» SUPPLIED MATERIAL:
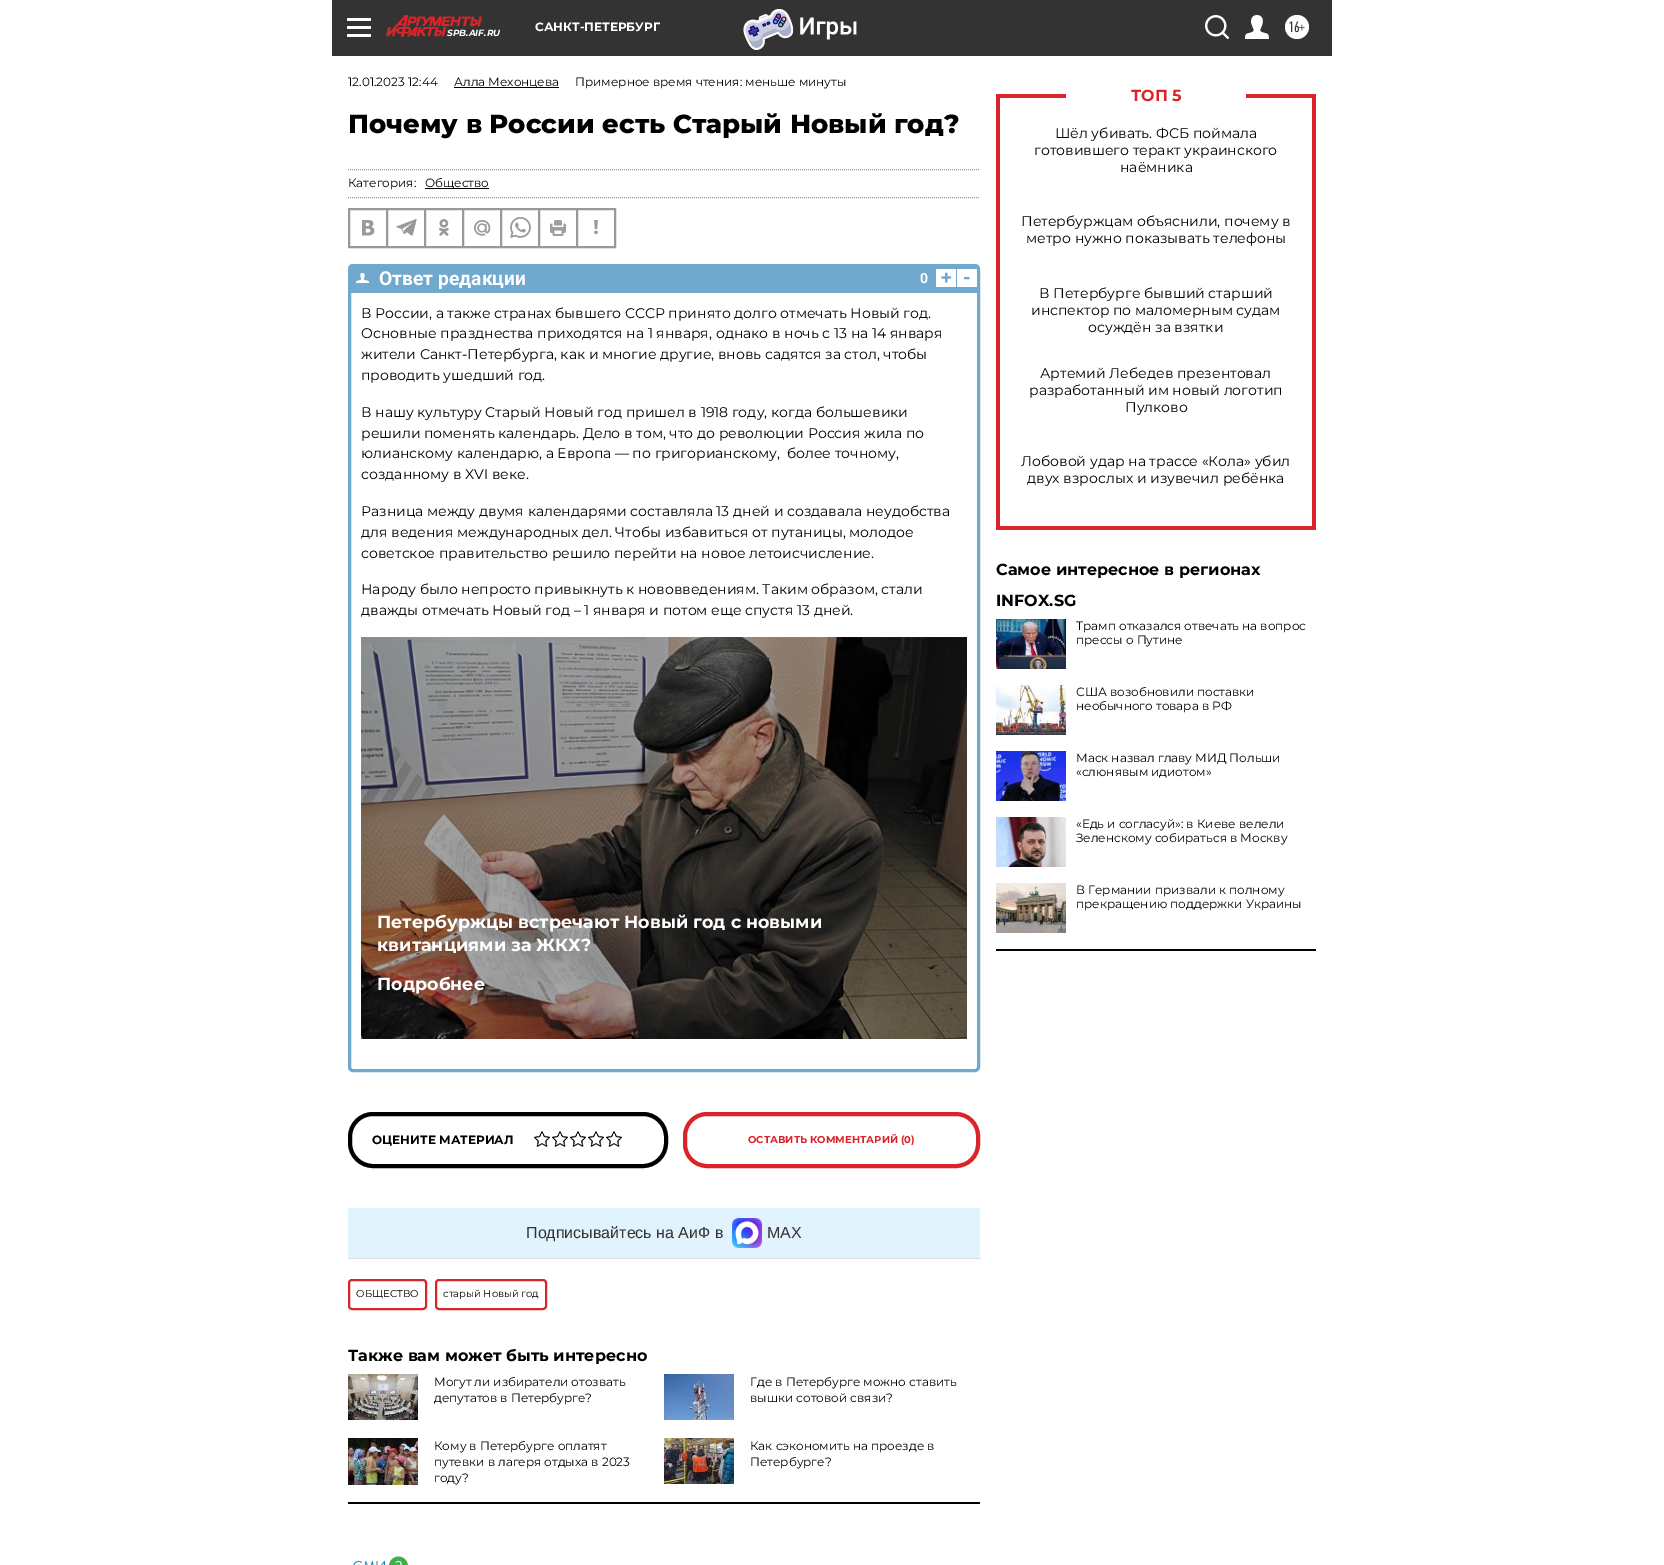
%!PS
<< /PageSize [1664 1565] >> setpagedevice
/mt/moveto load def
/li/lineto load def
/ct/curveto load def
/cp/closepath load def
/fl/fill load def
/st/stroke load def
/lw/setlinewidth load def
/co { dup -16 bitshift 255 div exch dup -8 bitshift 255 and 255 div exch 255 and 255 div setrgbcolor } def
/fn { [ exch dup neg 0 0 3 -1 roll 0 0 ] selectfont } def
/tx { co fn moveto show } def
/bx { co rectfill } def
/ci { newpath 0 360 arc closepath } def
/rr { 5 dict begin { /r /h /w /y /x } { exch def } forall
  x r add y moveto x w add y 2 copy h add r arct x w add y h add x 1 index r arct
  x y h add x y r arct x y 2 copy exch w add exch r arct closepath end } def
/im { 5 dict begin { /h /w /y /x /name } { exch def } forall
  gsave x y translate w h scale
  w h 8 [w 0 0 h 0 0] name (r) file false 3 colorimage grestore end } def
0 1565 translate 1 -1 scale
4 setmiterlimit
0 0 1664 1565 16#FFFFFF bx
332 0 1000 56 16#333333 bx
16#FFFFFF co
347 18 24 3 1 rr fl
347 26 24 3 1 rr fl
347 34 24 3 1 rr fl
(media/1.raw) 743 9 114 41 im
(media/2.raw) 1205 15 24 24 im
(media/3.raw) 1245 15 24 24 im
1297 27 12 ci fl
(media/4.raw) 386 15 96 22 im
454 87 105 1 16#000000 bx
16#999999 co
[1 1] 0 setdash
348 169.5 mt 980 169.5 li st
348 197.5 mt 980 197.5 li st
425 188 64 1 16#000000 bx
16#999999 co
[] 0 setdash
348.5 208.5 267 39 rectstroke
349.5 209.5 37 37 rectstroke
(media/5.raw) 362 220 13 16 im
387.5 209.5 37 37 rectstroke
(media/6.raw) 396 219 21 17 im
425.5 209.5 37 37 rectstroke
(media/7.raw) 439 219 10 17 im
463.5 209.5 37 37 rectstroke
(media/8.raw) 474 220 17 16 im
501.5 209.5 37 37 rectstroke
(media/9.raw) 510 217 21 21 im
539.5 209.5 37 37 rectstroke
(media/10.raw) 550 220 16 16 im
577.5 209.5 37 37 rectstroke
(media/11.raw) 594 220 4 15 im
16#70A8CE co
3 lw
349.5 265.5 629 805 3.5 rr st
353 267 mt 975 267 li 976 267 977 268 977 269 ct 977 293 li 351 293 li 351 269 li 351 268 352 267 353 267 ct cp fl
(media/12.raw) 356 273 13 10 im
936 269 20 18 16#FFFFFF bx
957 269 20 18 16#FFFFFF bx
(media/13.raw) 361 637 606 402 im
16#000000 co
4 lw
350 1114 316 52 23 rr st
(media/14.raw) 534 1131 16 16 im
(media/14.raw) 552 1131 16 16 im
(media/14.raw) 570 1131 16 16 im
(media/14.raw) 588 1131 16 16 im
(media/14.raw) 606 1131 16 16 im
16#DA2429 co
685 1114 293 52 22 rr st
348 1208 632 50 16#E1F3FC bx
348 1258 633 1 16#DEDEDE bx
(media/15.raw) 732 1218 30 30 im
16#DA2429 co
2 lw
349 1280 77 29 3 rr st
436 1280 110 29 3 rr st
348 1502 632 2 16#000000 bx
(media/16.raw) 348 1374 70 46 im
(media/17.raw) 664 1374 70 46 im
(media/18.raw) 348 1438 70 47 im
(media/19.raw) 664 1438 70 46 im
(media/20.raw) 353 1556 55 9 im
1312 94 4 436 16#DA2429 bx
996 526 320 4 16#DA2429 bx
996 94 4 436 16#DA2429 bx
996 94 70 4 16#DA2429 bx
1246 94 70 4 16#DA2429 bx
(media/21.raw) 996 619 70 50 im
(media/22.raw) 996 685 70 50 im
(media/23.raw) 996 751 70 50 im
(media/24.raw) 996 817 70 50 im
996 949 320 2 16#000000 bx
(media/25.raw) 996 883 70 50 im
(САНКТ-ПЕТЕРБУРГ) 535 31 /Montserrat-Bold 12 16#FFFFFF tx
(16+) 1288 32 /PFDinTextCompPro-Regular 15 16#333333 tx
(SPB.AIF.RU) 447 36 /Montserrat-BoldItalic 9 16#FFFFFF tx
(12.01.2023 12:44) 348 86 /Montserrat-Regular 12 16#000000 tx
(Алла Мехонцева) 454 86 /Montserrat-Regular 12 16#000000 tx
(Примерное время чтения: меньше минуты) 575 86 /Montserrat-Regular 12 16#000000 tx
(Почему в России есть Старый Новый год?) 348 133 /Montserrat-ExtraBold 26 16#000000 tx
(Категория:) 348 187 /Montserrat-Regular 12 16#000000 tx
(Общество) 425 187 /Montserrat-Regular 12 16#000000 tx
(Ответ редакции) 379 285 /Roboto-Bold 19.25 16#FFFFFF tx
(0) 920 283 /Roboto-Bold 14 16#FFFFFF tx
(+) 941 284 /Roboto-Bold 19.25 16#70A8CE tx
(-) 963 284 /Roboto-Bold 19.25 16#70A8CE tx
(В России, а также странах бывшего СССР принято долго отмечать Новый год.) 361 318 /Montserrat-Regular 14 16#000000 tx
(Основные празднества приходятся на 1 января, однако в ночь с 13 на 14 января) 361 338 /Montserrat-Regular 14 16#000000 tx
(жители Санкт-Петербурга, как и многие другие, вновь садятся за стол, чтобы) 361 359 /Montserrat-Regular 14 16#000000 tx
(проводить ушедший год.) 361 380 /Montserrat-Regular 14 16#000000 tx
(В нашу культуру Старый Новый год пришел в 1918 году, когда большевики) 361 417 /Montserrat-Regular 14 16#000000 tx
(решили поменять календарь. Дело в том, что до революции Россия жила по) 361 438 /Montserrat-Regular 14 16#000000 tx
(юлианскому календарю, а Европа — по григорианскому,  более точному,) 361 458 /Montserrat-Regular 14 16#000000 tx
(созданному в XVI веке.) 361 479 /Montserrat-Regular 14 16#000000 tx
(Разница между двумя календарями составляла 13 дней и создавала неудобства) 361 516 /Montserrat-Regular 14 16#000000 tx
(для ведения международных дел. Чтобы избавиться от путаницы, молодое) 361 537 /Montserrat-Regular 14 16#000000 tx
(советское правительство решило перейти на новое летоисчисление.) 361 558 /Montserrat-Regular 14 16#000000 tx
(Народу было непросто привыкнуть к нововведениям. Таким образом, стали) 361 594 /Montserrat-Regular 14 16#000000 tx
(дважды отмечать Новый год – 1 января и потом еще спустя 13 дней.) 361 615 /Montserrat-Regular 14 16#000000 tx
(Петербуржцы встречают Новый год с новыми) 377 928 /Montserrat-Bold 17.5 16#FFFFFF tx
(квитанциями за ЖКХ?) 377 951 /Montserrat-Bold 17.5 16#FFFFFF tx
(Подробнее) 377 990 /Montserrat-Bold 17.5 16#FFFFFF tx
(ОЦЕНИТЕ МАТЕРИАЛ) 372 1144 /Montserrat-Bold 12 16#000000 tx
(ОСТАВИТЬ КОММЕНТАРИЙ \(0\)) 748 1143 /Montserrat-Bold 10 16#DA2429 tx
(Подписывайтесь на АиФ в) 526 1238 /LiberationSans-Regular 16 16#333333 tx
(MAX) 767 1238 /LiberationSans-Regular 16 16#333333 tx
(ОБЩЕСТВО) 356 1297 /Montserrat-Regular 10 16#000000 tx
(старый Новый год) 443 1297 /Montserrat-Regular 10 16#000000 tx
(Также вам может быть интересно) 348 1361 /Montserrat-Bold 16 16#000000 tx
(Могут ли избиратели отозвать) 434 1386 /Montserrat-Regular 12 16#000000 tx
(депутатов в Петербурге?) 434 1402 /Montserrat-Regular 12 16#000000 tx
(Где в Петербурге можно ставить) 750 1386 /Montserrat-Regular 12 16#000000 tx
(вышки сотовой связи?) 750 1402 /Montserrat-Regular 12 16#000000 tx
(Кому в Петербурге оплатят) 434 1450 /Montserrat-Regular 12 16#000000 tx
(путевки в лагеря отдыха в 2023) 434 1466 /Montserrat-Regular 12 16#000000 tx
(году?) 434 1482 /Montserrat-Regular 12 16#000000 tx
(Как сэкономить на проезде в) 750 1450 /Montserrat-Regular 12 16#000000 tx
(Петербурге?) 750 1466 /Montserrat-Regular 12 16#000000 tx
(ТОП 5) 1131 101 /Montserrat-Bold 16 16#DA2429 tx
(Шёл убивать. ФСБ поймала) 1055 138 /Montserrat-Regular 14 16#000000 tx
(готовившего теракт украинского) 1034 155 /Montserrat-Regular 14 16#000000 tx
(наёмника) 1120 172 /Montserrat-Regular 14 16#000000 tx
(Петербуржцам объяснили, почему в) 1021 226 /Montserrat-Regular 14 16#000000 tx
(метро нужно показывать телефоны) 1026 243 /Montserrat-Regular 14 16#000000 tx
(В Петербурге бывший старший) 1039 298 /Montserrat-Regular 14 16#000000 tx
(инспектор по маломерным судам) 1031 315 /Montserrat-Regular 14 16#000000 tx
(осуждён за взятки) 1088 332 /Montserrat-Regular 14 16#000000 tx
(Артемий Лебедев презентовал) 1040 378 /Montserrat-Regular 14 16#000000 tx
(разработанный им новый логотип) 1029 395 /Montserrat-Regular 14 16#000000 tx
(Пулково) 1125 412 /Montserrat-Regular 14 16#000000 tx
(Лобовой удар на трассе «Кола» убил) 1021 466 /Montserrat-Regular 14 16#000000 tx
(двух взрослых и изувечил ребёнка) 1027 483 /Montserrat-Regular 14 16#000000 tx
(Самое интересное в регионах) 996 575 /Montserrat-Bold 16 16#000000 tx
(INFOX.SG) 996 606 /Montserrat-Bold 16 16#000000 tx
(Трамп отказался отвечать на вопрос) 1076 630 /Montserrat-Regular 12 16#000000 tx
(прессы о Путине) 1076 644 /Montserrat-Regular 12 16#000000 tx
(США возобновили поставки) 1076 696 /Montserrat-Regular 12 16#000000 tx
(необычного товара в РФ) 1076 710 /Montserrat-Regular 12 16#000000 tx
(Маск назвал главу МИД Польши) 1076 762 /Montserrat-Regular 12 16#000000 tx
(«слюнявым идиотом») 1076 776 /Montserrat-Regular 12 16#000000 tx
(«Едь и согласуй»: в Киеве велели) 1076 828 /Montserrat-Regular 12 16#000000 tx
(Зеленскому собираться в Москву) 1076 842 /Montserrat-Regular 12 16#000000 tx
(В Германии призвали к полному) 1076 894 /Montserrat-Regular 12 16#000000 tx
(прекращению поддержки Украины) 1076 908 /Montserrat-Regular 12 16#000000 tx
showpage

» ASSIGNED TASK: In the entries above, find the line holding "(ОСТАВИТЬ КОММЕНТАРИЙ \(0\))" and the line holding "(путевки в лагеря"; print both of them and every line between, exactly, and nothing else.

» RESPONSE AREA:
(ОСТАВИТЬ КОММЕНТАРИЙ \(0\)) 748 1143 /Montserrat-Bold 10 16#DA2429 tx
(Подписывайтесь на АиФ в) 526 1238 /LiberationSans-Regular 16 16#333333 tx
(MAX) 767 1238 /LiberationSans-Regular 16 16#333333 tx
(ОБЩЕСТВО) 356 1297 /Montserrat-Regular 10 16#000000 tx
(старый Новый год) 443 1297 /Montserrat-Regular 10 16#000000 tx
(Также вам может быть интересно) 348 1361 /Montserrat-Bold 16 16#000000 tx
(Могут ли избиратели отозвать) 434 1386 /Montserrat-Regular 12 16#000000 tx
(депутатов в Петербурге?) 434 1402 /Montserrat-Regular 12 16#000000 tx
(Где в Петербурге можно ставить) 750 1386 /Montserrat-Regular 12 16#000000 tx
(вышки сотовой связи?) 750 1402 /Montserrat-Regular 12 16#000000 tx
(Кому в Петербурге оплатят) 434 1450 /Montserrat-Regular 12 16#000000 tx
(путевки в лагеря отдыха в 2023) 434 1466 /Montserrat-Regular 12 16#000000 tx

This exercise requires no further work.